Over the last few months, volunteers have harvested and hauled trees using old logging methods. These trees are now undergoing drying and other processing for later use as replacement logs in the cabin’s walls.

Island woodsman and boat builder Dave Ullin has been training volunteers in various old-time woodworking techniques, including the use of spuds, slicks, peevies, draw knives, snubbing chains and pole jacks.

Team Yeomalt showed an exhibit of its work and the cabin’s history to cyclists during the Chilly Hilly ride on Sunday.

“We had great story-telling and fun,” Elfendahl said of the event and the several hundred cyclists who stopped by the cabin.

Elfendahl expects the next contingent of cabin helpers to include a group of island realtors. The employees of the island’s John L. Scott real estate office have signed on to help Thursday. The office is the first business to assist in the cabin’s restoration effort.

“I have fond memories of the cabin that came rushing back,” said island native and John L. Scott’s Sid Ball, whose father was a scoutmaster at the cabin. “I was very small, but it seemed like a grand kind of wild country setting with the fire burning and the dark and the smoke. Hopefully, we can restore it.”

Elfendahl hopes others will join in. He stresses that weather shouldn’t be a deterrent thanks to a giant tent erected for log processing.

“We want people to come, rain or shine,” he said. “Follow the smell of coffee and the sound of laughter coming from the log yard.”

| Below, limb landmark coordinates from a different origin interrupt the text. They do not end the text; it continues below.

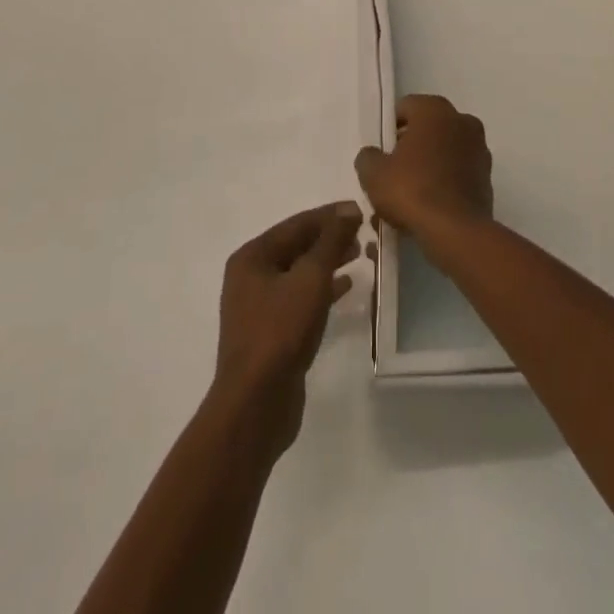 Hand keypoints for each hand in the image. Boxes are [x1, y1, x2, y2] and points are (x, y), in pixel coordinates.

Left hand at [212, 202, 362, 455]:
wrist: (255, 404)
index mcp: (252, 256)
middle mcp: (251, 276)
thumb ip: (330, 241)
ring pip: (299, 272)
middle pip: (296, 246)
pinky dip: (322, 288)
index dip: (329, 215)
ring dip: (328, 262)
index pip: (296, 224)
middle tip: (363, 233)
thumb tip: (348, 209)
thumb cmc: (280, 331)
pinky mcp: (271, 331)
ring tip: (359, 254)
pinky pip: (300, 297)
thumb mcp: (310, 278)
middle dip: (329, 238)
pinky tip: (346, 287)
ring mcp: (259, 305)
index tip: (360, 210)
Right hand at [354, 94, 493, 236]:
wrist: (456, 231)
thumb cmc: (412, 190)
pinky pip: (460, 170)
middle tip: (393, 170)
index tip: (381, 150)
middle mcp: (462, 120)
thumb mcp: (374, 174)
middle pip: (428, 127)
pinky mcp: (488, 176)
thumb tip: (372, 155)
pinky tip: (431, 203)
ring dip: (431, 162)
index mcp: (434, 110)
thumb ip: (368, 157)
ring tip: (412, 191)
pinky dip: (447, 180)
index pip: (406, 107)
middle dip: (412, 144)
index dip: (390, 128)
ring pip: (446, 149)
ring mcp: (479, 148) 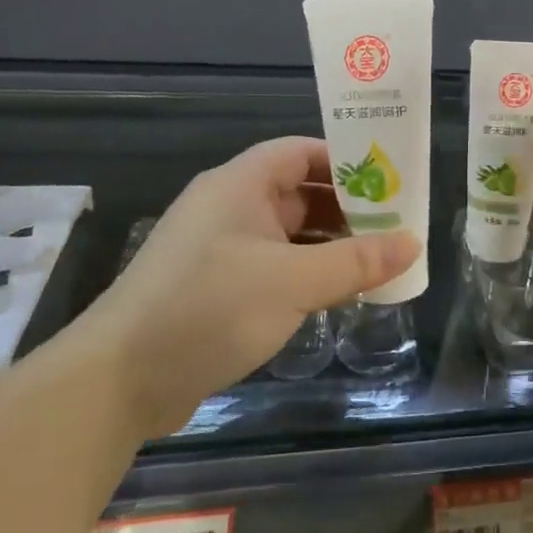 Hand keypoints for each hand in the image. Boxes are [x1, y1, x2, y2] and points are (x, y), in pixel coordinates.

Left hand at [93, 136, 418, 430]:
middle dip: (346, 208)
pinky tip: (334, 294)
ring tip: (375, 262)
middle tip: (394, 227)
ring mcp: (218, 248)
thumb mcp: (293, 281)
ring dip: (328, 245)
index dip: (345, 161)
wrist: (119, 380)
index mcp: (241, 184)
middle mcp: (229, 207)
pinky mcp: (214, 287)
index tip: (388, 181)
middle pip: (298, 192)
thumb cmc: (210, 307)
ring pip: (287, 233)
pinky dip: (304, 272)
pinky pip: (272, 265)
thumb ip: (356, 261)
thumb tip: (413, 243)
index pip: (301, 152) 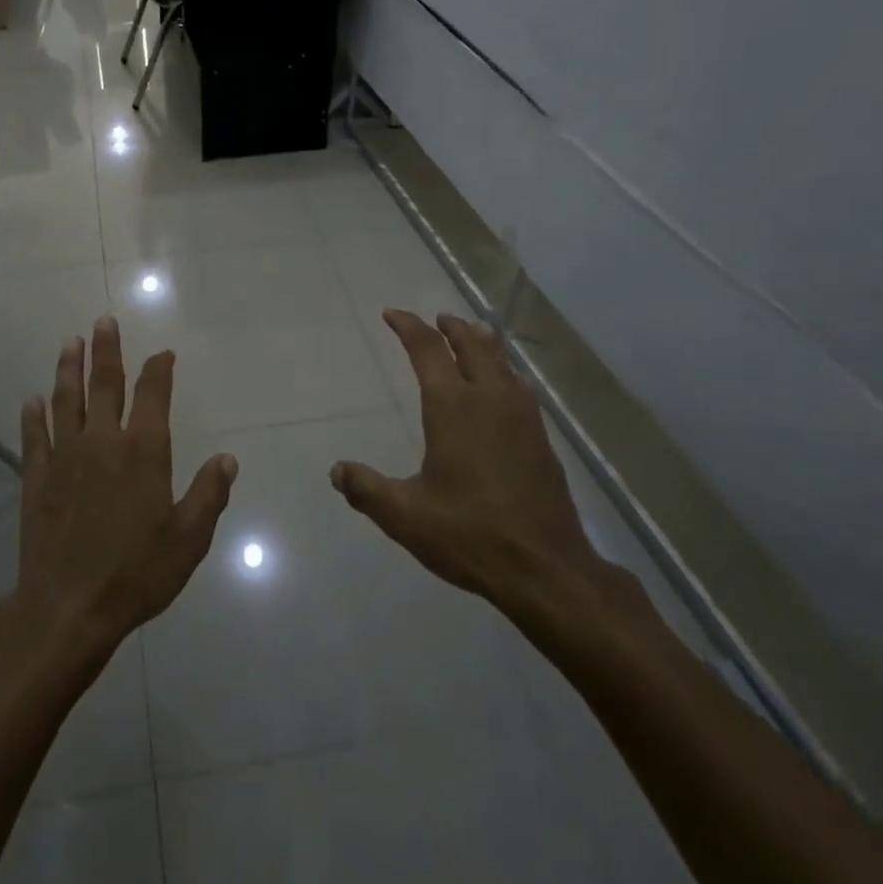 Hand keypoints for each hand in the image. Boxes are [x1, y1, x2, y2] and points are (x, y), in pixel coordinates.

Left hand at [12, 318, 236, 667]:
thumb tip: (227, 459)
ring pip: (66, 400)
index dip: (159, 369)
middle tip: (104, 321)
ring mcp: (64, 457)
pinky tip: (32, 400)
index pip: (152, 395)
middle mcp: (102, 441)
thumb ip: (208, 494)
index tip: (163, 354)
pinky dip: (33, 415)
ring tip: (72, 342)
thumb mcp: (188, 539)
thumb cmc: (136, 573)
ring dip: (69, 368)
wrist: (69, 606)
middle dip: (108, 350)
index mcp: (143, 451)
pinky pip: (34, 436)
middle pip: (105, 384)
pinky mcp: (36, 478)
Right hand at [332, 311, 621, 636]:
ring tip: (472, 338)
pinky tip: (506, 387)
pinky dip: (505, 372)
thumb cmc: (469, 534)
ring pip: (502, 363)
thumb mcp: (404, 516)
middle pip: (473, 345)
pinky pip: (520, 388)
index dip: (409, 327)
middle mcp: (490, 401)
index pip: (428, 351)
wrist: (546, 569)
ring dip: (483, 344)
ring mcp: (522, 418)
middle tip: (438, 319)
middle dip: (452, 327)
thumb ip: (366, 489)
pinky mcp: (541, 440)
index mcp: (453, 408)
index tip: (392, 314)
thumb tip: (336, 470) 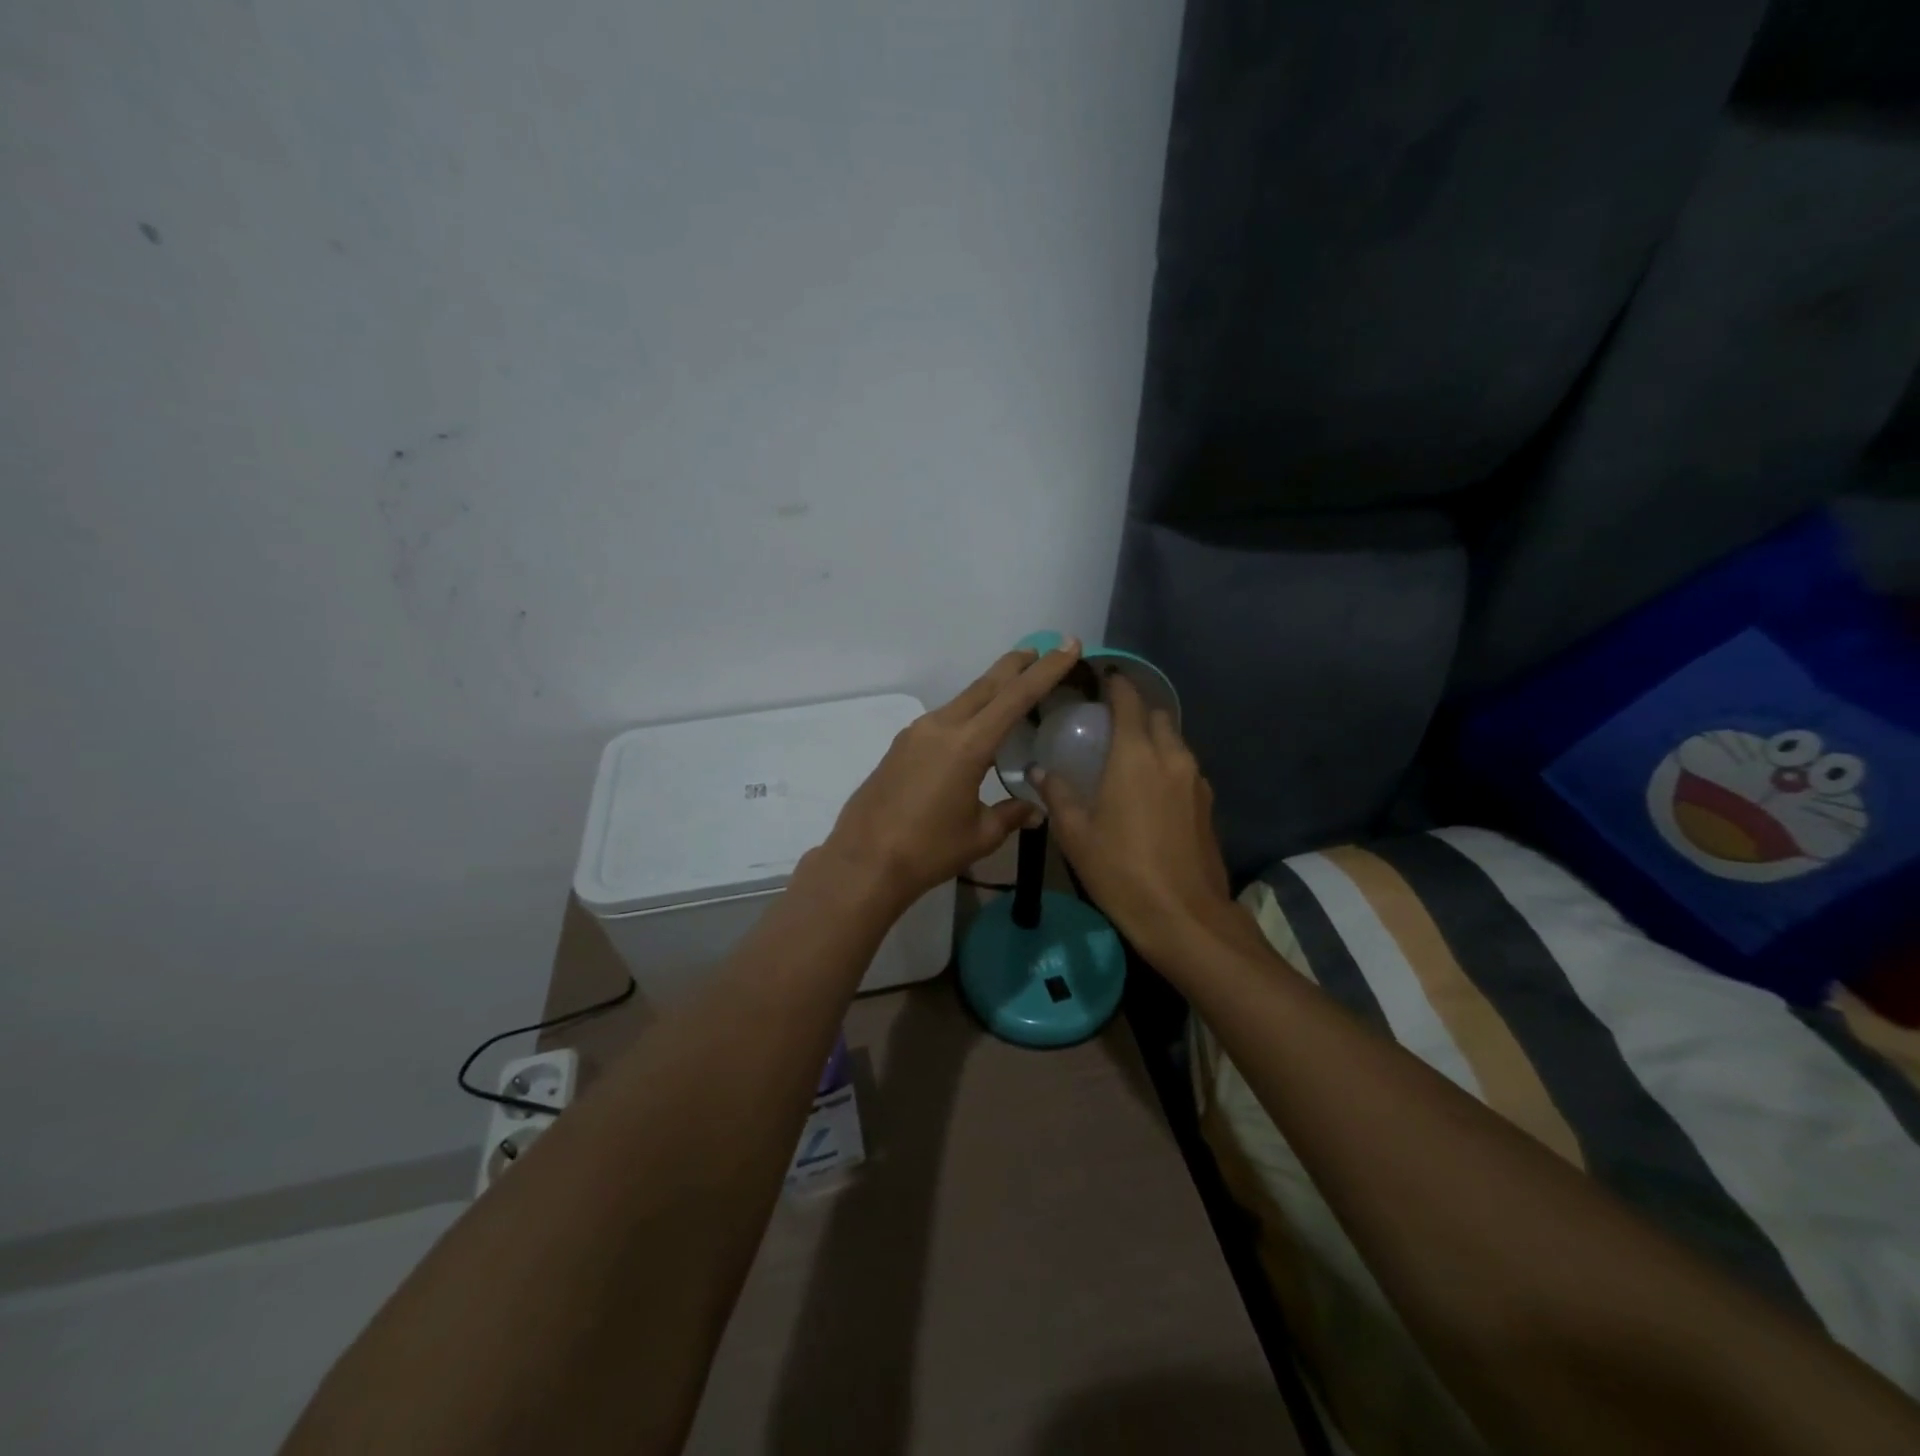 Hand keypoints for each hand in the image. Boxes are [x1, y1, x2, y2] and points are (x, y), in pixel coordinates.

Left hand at [823, 640, 1084, 908]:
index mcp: (967, 745)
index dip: (1046, 670)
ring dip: (990, 689)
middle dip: (1016, 666)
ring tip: (1012, 685)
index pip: (1016, 697)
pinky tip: (974, 728)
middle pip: (986, 686)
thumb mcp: (980, 835)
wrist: (863, 861)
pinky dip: (968, 712)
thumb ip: (1010, 815)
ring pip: (963, 700)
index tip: (1067, 645)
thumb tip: (1035, 810)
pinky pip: (943, 718)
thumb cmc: (927, 850)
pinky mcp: (901, 746)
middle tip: (1041, 650)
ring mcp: (917, 733)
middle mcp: (941, 727)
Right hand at [1034, 673, 1234, 956]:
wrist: (1184, 917)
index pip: (1129, 701)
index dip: (1116, 684)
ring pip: (1175, 742)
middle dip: (1136, 710)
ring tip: (1127, 755)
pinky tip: (1148, 789)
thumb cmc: (1121, 871)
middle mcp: (1172, 757)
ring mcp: (1196, 781)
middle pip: (1158, 716)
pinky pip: (1184, 768)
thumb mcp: (1076, 835)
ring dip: (1154, 738)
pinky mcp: (1208, 804)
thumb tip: (1039, 771)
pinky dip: (1166, 764)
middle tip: (1109, 721)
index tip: (1101, 678)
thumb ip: (1057, 795)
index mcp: (1136, 756)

To lend a hand, call Elfendahl at 842-4164. Thursday’s bark removal work party begins at 1 p.m. at the cabin on Grand Avenue. Saturday’s work begins at 9 a.m. and runs until 4 p.m.

– Tristan Baurick

Help sought on city roads

The city is forming a new citizen committee to review a wide range of transportation standards and proposed projects.

“We’d like to look at where streets connect, how wide they should be, nearly everything, including the kitchen sink,” said city Public Works Director Randy Witt.

The outcome of the 90-day committee could help the city avoid conflicts when city transportation policies run counter to neighborhood values.

“If we, as a city, had this committee before and had (new) guidelines, Kallgren Road might have looked different,” he said, referring to a Rolling Bay neighborhood’s objections to a proposed link between a quiet residential road and a major island thoroughfare.

The new citizen committee could help the city set new guidelines more consistent with residents’ values. He hopes a wide range of islanders volunteer for the committee, including non-motorized transportation advocates, artists, residents of Kallgren Road and people from all corners of the Bainbridge map.

The committee will meet twice a month with a facilitator to establish guidelines and a public process to review transportation standards on the island.

After the initial committee’s review of standards, the city will employ an individual or firm to help apply transportation standards to city and development projects. At the conclusion of this effort, new ordinances, policies and standards may be adopted and implemented.

According to Witt, key transportation issues set for committee discussion have emerged during recent City Council deliberations, while many others have been identified by city staff.